I know that many of us are facing increased questions - and sometimes pressure - regarding the transgender movement.
I believe you will find this interview with Ryan Anderson to be helpful:
In particular, I really appreciated the interviewer beginning with this statement:
One of the things I admire most about you is your ability to absorb the nastiest, most personal, least fair-minded abuse from critics and yet still engage with people in total good-faith, all the time.
Along these lines, I am grateful for how Ryan Anderson emphasized the importance of love:
We should be tolerant—indeed, loving—toward those who struggle with their gender identity…
Also, here’s a nice chart summarizing some of the tensions within the claims made by the transgender movement (I believe Justin Taylor put this together from Ryan’s remarks):
You may also find this Q&A to be something worth studying to be prepared for a conversation:
JVL: If you were counseling someone about how to talk about this subject with their friends, what’s the 30-second version of the case they should make for a sensible, compassionate approach?
RTA: 30 seconds? Okay . . . The best biology, psychology, and philosophy all support an understanding of sex as a bodily reality, and of gender as a social manifestation of bodily sex. Biology isn’t bigotry. Every human society has been organized around a recognition that men and women are fundamentally different, and modern science shows that the differences begin with our DNA and development in the womb. It is true that men and women differ among themselves, and that some people have difficulty identifying with their bodily sex. But this doesn’t mean that sex is either fluid or subjective, as transgender ideology maintains.

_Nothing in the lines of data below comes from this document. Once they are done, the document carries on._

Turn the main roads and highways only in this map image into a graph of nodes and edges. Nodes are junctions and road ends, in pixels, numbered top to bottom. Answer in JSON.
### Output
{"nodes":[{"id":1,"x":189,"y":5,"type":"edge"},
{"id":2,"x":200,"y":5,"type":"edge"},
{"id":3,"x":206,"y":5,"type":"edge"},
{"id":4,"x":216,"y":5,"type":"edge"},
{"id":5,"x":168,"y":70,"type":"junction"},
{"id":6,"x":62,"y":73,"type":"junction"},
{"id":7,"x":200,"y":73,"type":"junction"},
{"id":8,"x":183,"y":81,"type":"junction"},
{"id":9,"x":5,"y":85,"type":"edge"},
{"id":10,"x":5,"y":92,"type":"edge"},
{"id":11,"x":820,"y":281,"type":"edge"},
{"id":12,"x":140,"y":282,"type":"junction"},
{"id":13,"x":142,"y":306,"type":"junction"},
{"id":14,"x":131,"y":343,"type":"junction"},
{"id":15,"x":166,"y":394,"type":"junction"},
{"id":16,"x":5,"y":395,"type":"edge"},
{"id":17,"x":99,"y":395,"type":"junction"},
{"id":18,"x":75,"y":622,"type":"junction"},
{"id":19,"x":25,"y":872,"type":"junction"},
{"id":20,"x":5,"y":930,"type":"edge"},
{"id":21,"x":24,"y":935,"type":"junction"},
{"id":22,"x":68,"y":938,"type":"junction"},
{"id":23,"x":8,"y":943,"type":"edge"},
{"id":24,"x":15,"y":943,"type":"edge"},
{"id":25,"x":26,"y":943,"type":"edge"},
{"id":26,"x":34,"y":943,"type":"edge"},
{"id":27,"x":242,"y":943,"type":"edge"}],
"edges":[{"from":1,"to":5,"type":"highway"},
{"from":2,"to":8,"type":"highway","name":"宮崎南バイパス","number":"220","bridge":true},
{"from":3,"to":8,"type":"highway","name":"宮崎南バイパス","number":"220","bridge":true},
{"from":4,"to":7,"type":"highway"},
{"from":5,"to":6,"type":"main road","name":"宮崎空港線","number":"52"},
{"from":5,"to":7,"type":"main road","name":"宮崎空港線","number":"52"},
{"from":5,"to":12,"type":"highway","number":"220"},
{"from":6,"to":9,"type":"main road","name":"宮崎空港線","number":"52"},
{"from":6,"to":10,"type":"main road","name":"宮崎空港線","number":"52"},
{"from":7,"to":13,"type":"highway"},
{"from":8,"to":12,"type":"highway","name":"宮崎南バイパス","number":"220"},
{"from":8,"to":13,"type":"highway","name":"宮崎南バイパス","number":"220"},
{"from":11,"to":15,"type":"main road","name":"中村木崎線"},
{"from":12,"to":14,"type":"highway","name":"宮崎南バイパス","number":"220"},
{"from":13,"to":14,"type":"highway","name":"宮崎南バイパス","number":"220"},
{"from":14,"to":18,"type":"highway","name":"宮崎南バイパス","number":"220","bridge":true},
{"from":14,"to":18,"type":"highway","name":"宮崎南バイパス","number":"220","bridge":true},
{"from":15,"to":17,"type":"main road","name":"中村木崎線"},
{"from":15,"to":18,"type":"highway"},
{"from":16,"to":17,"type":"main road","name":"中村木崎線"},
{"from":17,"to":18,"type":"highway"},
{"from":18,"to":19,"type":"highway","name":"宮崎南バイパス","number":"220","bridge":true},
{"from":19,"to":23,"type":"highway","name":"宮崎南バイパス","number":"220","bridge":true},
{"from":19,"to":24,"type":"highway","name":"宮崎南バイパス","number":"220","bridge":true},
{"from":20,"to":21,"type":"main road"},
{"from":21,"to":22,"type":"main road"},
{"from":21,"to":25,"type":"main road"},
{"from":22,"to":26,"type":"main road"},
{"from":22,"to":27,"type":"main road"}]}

Many psychologists and psychiatrists think of gender dysphoria as similar to other dysphorias, or forms of discomfort with one’s body, such as anorexia. These feelings can lead to mistaken and harmful beliefs. The most helpful therapies do not try to remake the body to conform with thoughts and feelings—which is impossible—but rather to help people find healthy ways to manage this tension and move toward accepting the reality of their bodily selves. This therapeutic approach rests on a sound understanding of physical and mental health, and of medicine as a practice aimed at restoring healthy functioning, not simply satisfying the desires of patients.
I’m curious to hear your reflections on this interview with Ryan Anderson. I felt it was helpful for me to understand some of the latest thinking from activists as well as some kind but candid responses to their claims.